Mitgefühl in Alltag und Forschung. Trainingsprogramme, Stand der Wissenschaft und Erfahrungen der Praxis. EBook Max Planck Society, München.
Der Bewusstseinswandel hin zu empathischer Führung von sich selbst, anderen und Organisationen als Ganzes, ist uns ein Anliegen. Diesmal können wir Ihnen zu dem Thema ein interessantes Online-Buch vorstellen. Es ist das Ergebnis des Workshops „How to train Compassion“, der im Juli 2011 im Studio des Künstlers Olafur Eliasson in Berlin stattfand. Organisiert wurde der Workshop von der Abteilung Soziale Neurowissenschaft des Max-Planck-Instituts für Kognitions- und Neurowissenschaften von Prof. Dr. Tania Singer. Forscher, Psychotherapeuten, buddhistische Mönche und Künstler kamen zusammen, um Mitgefühlstraining in all seiner Relevanz für die heutige Zeit und in verschiedensten Bereichen zu diskutieren. Am Ende des Workshops entwickelte sich der Wunsch der Beteiligten, das Zusammengetragene für die Öffentlichkeit verfügbar zu machen. Über diesen Link können Sie daher das entstandene eBook kostenfrei erhalten.

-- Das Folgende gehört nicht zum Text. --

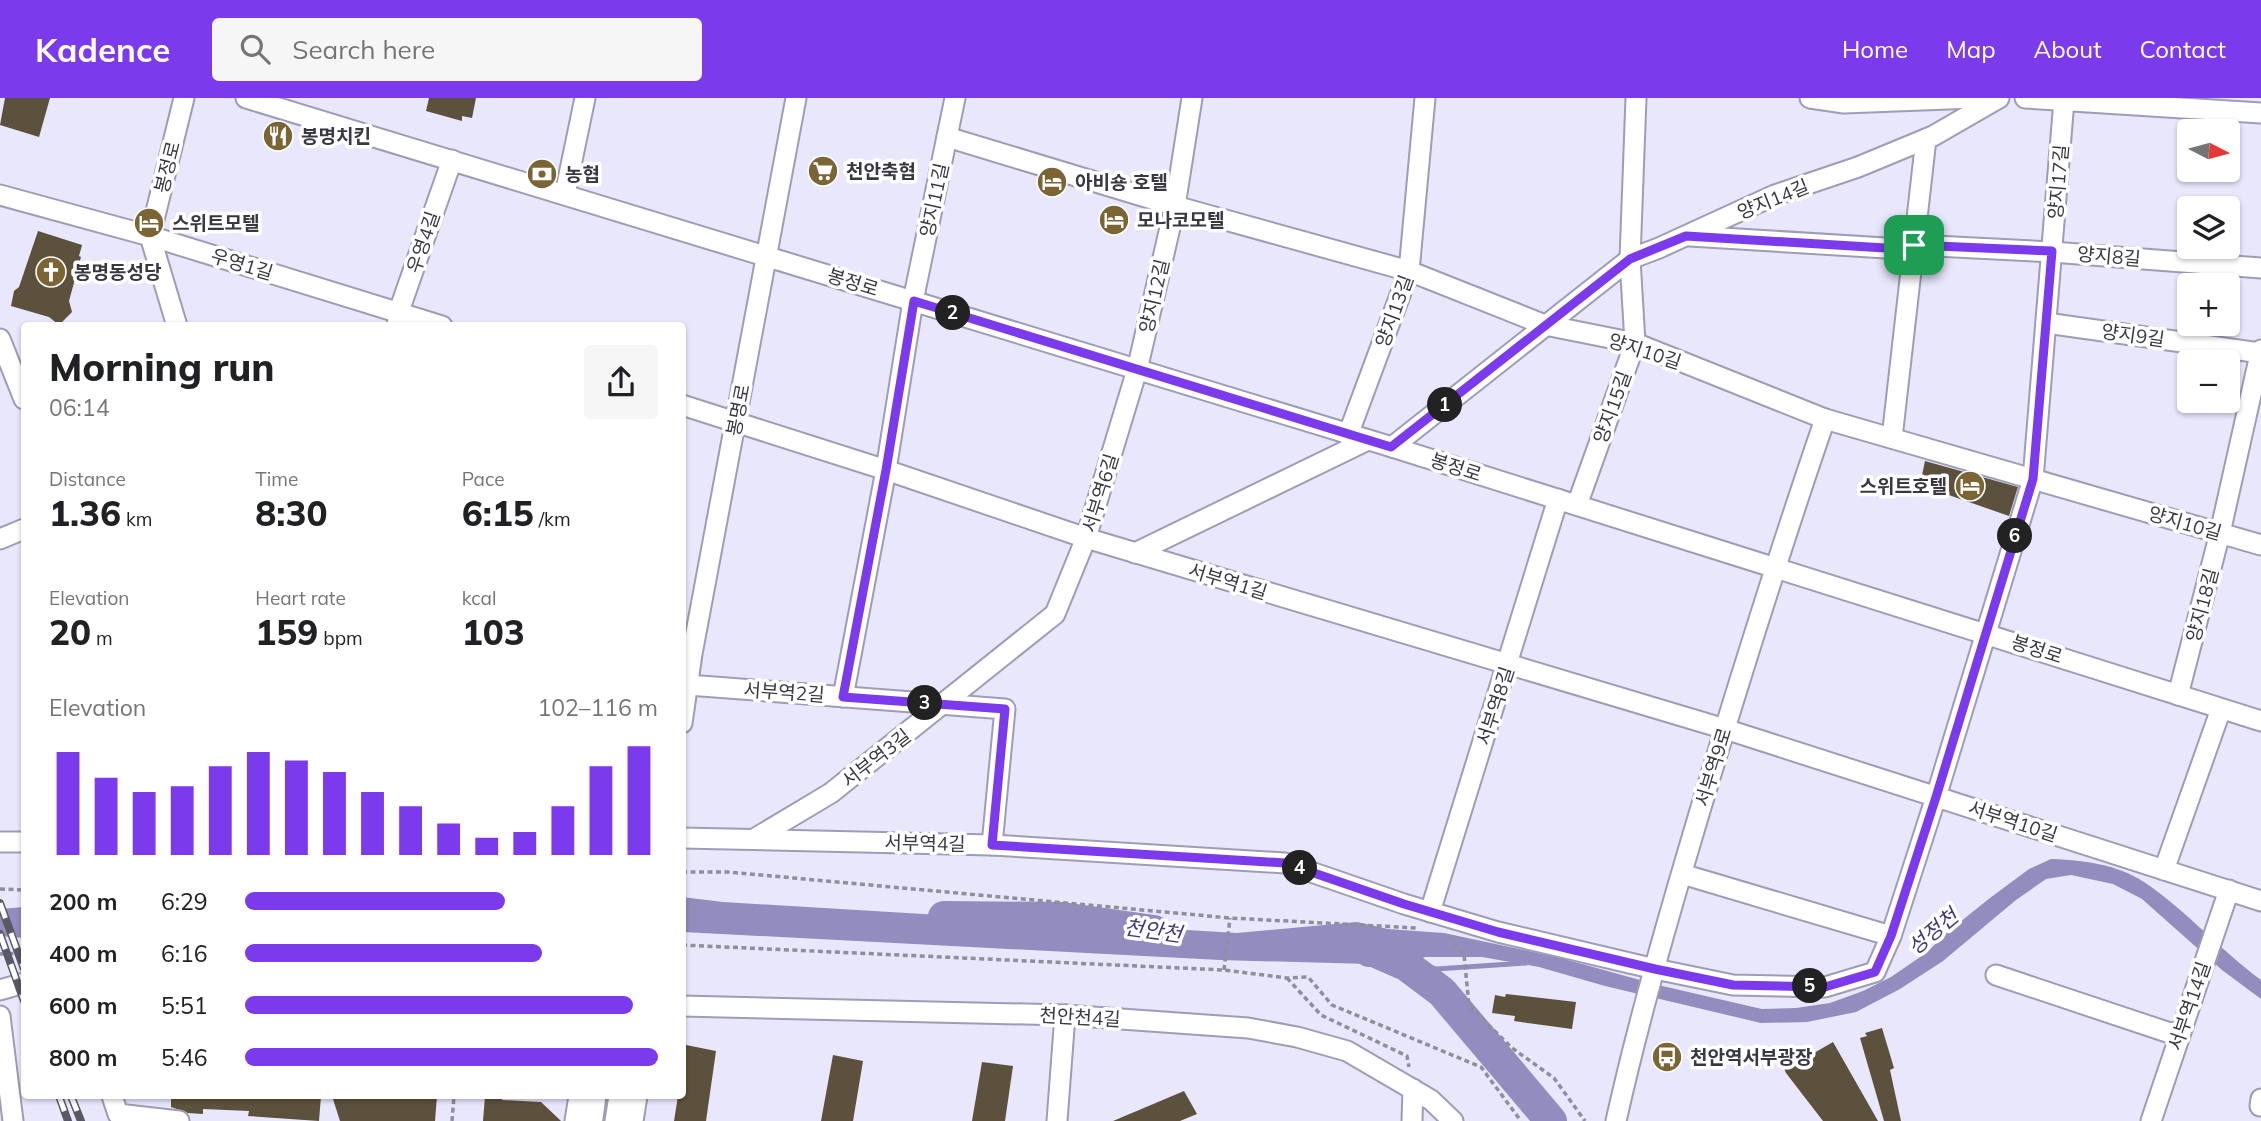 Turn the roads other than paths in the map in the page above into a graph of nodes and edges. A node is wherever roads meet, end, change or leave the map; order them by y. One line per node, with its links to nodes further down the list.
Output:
1 (184, 98): 23 (street, 봉정로)
2 (246, 98): 15 (street, 봉정로)
3 (585, 98): 20 (street)
4 (796, 98): 27 (street, 봉명로)
5 (956, 98): 17 (street, 양지11길)
6 (1192, 98): 22 (street, 양지12길)
7 (1425, 98): 30 (street, 양지13길)
8 (1636, 98): 28 (street, 양지15길)
9 (1810, 98): 13 (street)
10 (1975, 98): 13 (street)
11 (1999, 98): 18 (street, 양지14길)
12 (2025, 98): 14 (street)
13 (1920, 100)
14 (2064, 100): 16 (street); 26 (street, 양지17길)
15 (284, 103): 19 (street, 봉정로)
16 (2261, 113)
17 (947, 137): 22 (street, 양지10길); 31 (street, 양지11길)
18 (1926, 139): 24 (street, 양지14길); 25 (street)
19 (452, 160): 20 (street, 봉정로); 32 (street, 우영4길)
20 (565, 194): 27 (street, 봉정로)
21 (0, 195): 23 (street, 우영1길)
22 (1175, 206): 30 (street, 양지10길); 41 (street, 양지12길)
23 (150, 236): 32 (street, 우영1길); 33 (street)
24 (1686, 236): 25 (street, 양지8길); 28 (street, 양지14길)
25 (1914, 245): 26 (street, 양지8길); 47 (street)
26 (2052, 251): 29 (street, 양지8길); 35 (street, 양지17길)
27 (766, 256): 31 (street, 봉정로); 45 (street, 봉명로)
28 (1630, 259): 36 (street, 양지14길); 38 (street, 양지15길)
29 (2261, 268)
30 (1409, 271): 36 (street, 양지10길); 46 (street, 양지13길)
31 (914, 301): 41 (street, 봉정로); 49 (street, 양지11길)
32 (398, 318): 34 (street, 우영1길)
33 (176, 322)
34 (420, 322)
35 (2046, 323): 39 (street, 양지9길); 50 (street, 양지17길)
36 (1545, 326): 38 (street, 양지10길); 48 (street, 양지14길)
37 (0, 339): 40 (street)
38 (1635, 343): 44 (street, 양지10길); 51 (street, 양지15길)
39 (2261, 352): 53 (street, 양지18길)
40 (4, 362): 42 (street)
41 (1137, 370): 46 (street, 봉정로); 54 (street, 서부역6길)
42 (21, 393)
43 (686, 406): 45 (street)
44 (1825, 419): 47 (street, 양지10길); 58 (street, 서부역9로)
45 (735, 422): 49 (street, 서부역1길); 61 (street, 봉명로)
46 (1358, 438): 48 (street, 봉정로); 57 (street)
47 (1892, 439): 50 (street, 양지10길)
48 (1391, 447): 51 (street, 봉정로)
49 (886, 470): 54 (street, 서부역1길); 65 (street, 양지11길)
50 (2033, 479): 53 (street, 양지10길); 60 (street, 양지17길)
51 (1568, 502): 58 (street, 봉정로); 62 (street, 서부역8길)
52 (21, 530): 55 (street)
53 (2220, 533): 56 (street, 양지10길); 64 (street, 양지18길)
54 (1086, 538): 57 (street, 서부역1길); 59 (street, 서부역6길)
55 (0, 539)
56 (2261, 545)
57 (1135, 553): 62 (street, 서부역1길)
58 (1775, 566): 60 (street, 봉정로); 70 (street, 서부역9로)
59 (1055, 614): 67 (street, 서부역3길)
60 (1985, 633): 64 (street, 봉정로); 71 (street, 양지17길)
61 (687, 662): 63 (street, 봉명로)
62 (1508, 664): 70 (street, 서부역1길); 81 (street, 서부역8길)
63 (688, 685): 65 (street, 서부역2길); 66 (street, 봉명로)
64 (2178, 695): 68 (street, 봉정로)
65 (843, 697): 67 (street, 서부역2길)
66 (686, 698)
67 (943, 705): 73 (street, 서부역3길); 76 (street, 서부역2길)
68 (2221, 709): 69 (street, 봉정로); 77 (street)
69 (2261, 721)
70 (1725, 729): 71 (street, 서부역10길); 78 (street, 서부역9로)
71 (1936, 797): 77 (street, 서부역10길); 82 (street, 양지17길)
72 (686, 838): 73 (street, 서부역4길)
73 (754, 839): 76 (street, 서부역4길)
74 (0, 842): 75 (street)
75 (21, 842)
76 (992, 845): 81 (street, 서부역4길)
77 (2164, 870): 79 (street, 서부역10길)
78 (1682, 874): 82 (street); 83 (street, 서부역9로)
79 (2229, 890): 80 (street, 서부역10길); 90 (street, 서부역14길)
80 (2261, 901)
81 (1429, 920): 83 (street, 서부역4길)
82 (1891, 936): 83 (street, 서부역4길)
83 (1655, 969): 98 (street, 서부역9로)
84 (1996, 975): 90 (street)
85 (21, 984): 86 (street)
86 (0, 990)
87 (686, 1006): 88 (street, 천안천4길)
88 (1065, 1015): 91 (street, 천안천4길); 104 (street)
89 (0, 1016): 100 (street)
90 (2179, 1036): 107 (street, 서부역14길)
91 (1413, 1089): 105 (street); 106 (street, 천안천4길)
92 (113, 1099): 97 (street)
93 (580, 1099): 99 (street)
94 (594, 1099): 99 (street)
95 (619, 1099): 102 (street)
96 (637, 1099): 103 (street)
97 (120, 1118): 101 (street)
98 (1619, 1118)
99 (584, 1119)
100 (13, 1121)
101 (179, 1121)
102 (615, 1121)
103 (633, 1121)
104 (1057, 1121)
105 (1412, 1121)
106 (1453, 1121)
107 (2151, 1121)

Das Buch beschreibt Mitgefühlspraktiken aus diversen Perspektiven. Neben Erfahrungen in Schulen, in der Psychotherapie oder im Coaching gibt es auch ein Kapitel zu Erfahrungen in der Sterbebegleitung („Beeing with Dying“ vgl. S. 112). Auch enthält es einen Abschnitt zu Mitgefühl im Klinischen Umfeld („Mitgefühl im Klinischen Umfeld verstehen und kultivieren“ vgl. S. 219). Es werden zugrunde liegende Theorien u.a. aus dem Buddhismus, der Psychologie oder aus evolutionärer Sicht vorgestellt. Die neuesten Forschungsergebnisse und Trainingsprogramme von Mitgefühl werden präsentiert. Das eBook beinhaltet nicht nur diverse von den Teilnehmern geschriebene Kapitel, sondern auch zahlreiche Videos der Autoren, Sound Collagen von Nathalie Singer und künstlerische Fotos von Olafur Eliasson und bietet somit ein lebendiges Lese- und Hörerlebnis.
Lässt sich Mitgefühl trainieren?
Eine Grundthese des 1. Kapitels zu den Erfahrungen mit Mitgefühlstrainings ist, dass Mitgefühl – in unserem Verständnis synonym für Empathie – fast für jeden mehr oder weniger trainierbar ist. Dabei geht es weniger um die Schulung von etwas Neuem. Viel mehr soll bereits in uns Vorhandenes wieder entdeckt werden. Um sich dann mit sich und anderen zu verbinden. Zudem werden Werkzeuge für praktiziertes Mitgefühl vorgestellt.
Das 2. Kapitel befasst sich mit Konzepten von Mitgefühl. Ein Unterkapitel handelt z.B. von der Buddhistischen Perspektive auf Mitgefühl als der Weg zur Freiheit von Leid (alles ist mit allem verbunden). Interessant ist auch das Kapitel über Mitgefühl im Klinischen Alltag und die Auseinandersetzung mit der in der westlichen Welt geprägten Kultur, Heilung ohne Zuwendung anzubieten. Dieses Unterkapitel stellt drei Perspektiven bezüglich Mitgefühl vor, die Ärzte laut der Autorin in der Ausbildung in mitfühlender Sterbebegleitung vermittelt werden können. Dabei werden zunächst verschiedene Arten des Mitgefühls beleuchtet, die für Ärzte und andere Berufsgruppen im klinischen Umfeld relevant sind.
Der 3. Teil des Buches widmet sich der wissenschaftlichen Perspektive auf Mitgefühl. Hierbei geht es u.a. um die Kunst des Selbstmitgefühls, das sich im inneren Dialog ausdrückt und auf Achtsamkeit basiert sowie die Wahrnehmung der eigenen Grenzen und Bedürfnisse. Es wird aufgezeigt, wie positive Emotionen die seelische Gesundheit stärken und Mitgefühl als emotional motivierende Kraft.
Das 4. Kapitel schließt die Betrachtung mit konkreten Trainingsprogrammen für Mitgefühl und einem Appell: statt zu helfen und zu reparieren, gilt es, zu dienen und das Leben als Ganzes zu betrachten.
Tania Singer, Matthias Bloz (Hrsg.): Mitgefühl in Alltag und Forschung, eBook Max Planck Society, München. 1. Ausgabe 2013.